Syrian writer and historian

Mahmud Shakir, (Arabic:محمود شاكر) also known as Al-Sheikh Abu-Osama Mahmud Bin Shakir Shakir Al-Harastani, was a historian and an Islamic writer from Syria. He was born in Harasta, northeast of Damascus, in the month of Ramadan, 1932. He died in Al-Riyadh, on November 23, 2014.

== Education and career ==
Mahmud Shakir studied elementary, secondary, and high school, and graduated in 1371 AH / 1952 AC. He received Sharia sciences education at the hands of some scholars in the mosques of his hometown. Later on, he joined the University of Damascus to study geography, and he graduated in 1956-1957 AC.

He was passionate about studying the sciences of history. He was outstanding when it came to the Islamic history, and he classified it in an innovative way. He excelled for his ability to word history from the Islamic point of view in all its details, from the past to present, in addition to presenting the events and their analysis. In his writing he had responded to some of the suspicions raised by the orientalists and their followers.
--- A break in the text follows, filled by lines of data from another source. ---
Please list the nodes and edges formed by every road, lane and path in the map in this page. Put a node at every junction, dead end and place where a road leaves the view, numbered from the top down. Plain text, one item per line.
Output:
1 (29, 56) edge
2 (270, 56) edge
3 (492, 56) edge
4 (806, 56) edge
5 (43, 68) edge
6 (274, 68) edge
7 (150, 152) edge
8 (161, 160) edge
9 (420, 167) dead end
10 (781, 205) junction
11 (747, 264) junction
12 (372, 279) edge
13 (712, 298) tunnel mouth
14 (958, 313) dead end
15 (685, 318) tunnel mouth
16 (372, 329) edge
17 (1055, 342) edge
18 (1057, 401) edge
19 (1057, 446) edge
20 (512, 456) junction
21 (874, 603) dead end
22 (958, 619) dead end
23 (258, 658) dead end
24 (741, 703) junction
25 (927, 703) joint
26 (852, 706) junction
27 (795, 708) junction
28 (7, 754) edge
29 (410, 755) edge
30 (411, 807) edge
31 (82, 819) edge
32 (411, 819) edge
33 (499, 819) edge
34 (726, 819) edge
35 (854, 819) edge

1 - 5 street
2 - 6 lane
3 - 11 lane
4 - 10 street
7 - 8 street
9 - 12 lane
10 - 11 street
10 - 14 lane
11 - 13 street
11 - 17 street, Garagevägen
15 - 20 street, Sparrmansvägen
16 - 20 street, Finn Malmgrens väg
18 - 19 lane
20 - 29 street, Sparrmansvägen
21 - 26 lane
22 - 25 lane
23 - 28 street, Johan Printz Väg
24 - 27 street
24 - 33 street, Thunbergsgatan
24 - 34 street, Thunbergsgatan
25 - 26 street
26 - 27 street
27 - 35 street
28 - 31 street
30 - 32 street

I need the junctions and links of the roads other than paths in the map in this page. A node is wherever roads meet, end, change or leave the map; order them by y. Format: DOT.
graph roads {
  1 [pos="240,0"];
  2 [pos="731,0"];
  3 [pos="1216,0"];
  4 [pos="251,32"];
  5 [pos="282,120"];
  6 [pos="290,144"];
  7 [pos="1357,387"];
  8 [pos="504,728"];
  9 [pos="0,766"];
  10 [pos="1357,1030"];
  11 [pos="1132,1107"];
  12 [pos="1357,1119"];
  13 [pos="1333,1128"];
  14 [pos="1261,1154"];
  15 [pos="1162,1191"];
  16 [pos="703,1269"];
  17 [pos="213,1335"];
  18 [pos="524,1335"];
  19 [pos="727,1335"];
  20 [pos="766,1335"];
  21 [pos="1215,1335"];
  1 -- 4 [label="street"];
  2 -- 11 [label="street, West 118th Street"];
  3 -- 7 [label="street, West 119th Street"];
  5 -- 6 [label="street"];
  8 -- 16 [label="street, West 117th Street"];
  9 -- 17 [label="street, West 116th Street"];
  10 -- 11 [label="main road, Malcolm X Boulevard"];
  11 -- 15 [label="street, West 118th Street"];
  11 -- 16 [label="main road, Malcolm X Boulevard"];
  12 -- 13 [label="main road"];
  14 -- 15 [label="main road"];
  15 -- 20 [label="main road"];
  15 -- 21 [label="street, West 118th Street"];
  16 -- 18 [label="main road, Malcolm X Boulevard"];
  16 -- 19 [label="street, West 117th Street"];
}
He was interested in studying genealogy, and he excelled in it.

He moved to the Kingdom of Saudi Arabia in 1972, and worked as a professor of geography and Islamic history at the College of Social Sciences in Riyadh and Al-Qassim. He launched a radio program for the Quran Radio from Saudi Arabia called Geography of the Islamic World. He has more than two hundred works on history, Islamic ideology and geography. He also participated in developing curricula and study plans in the sciences of history and geography.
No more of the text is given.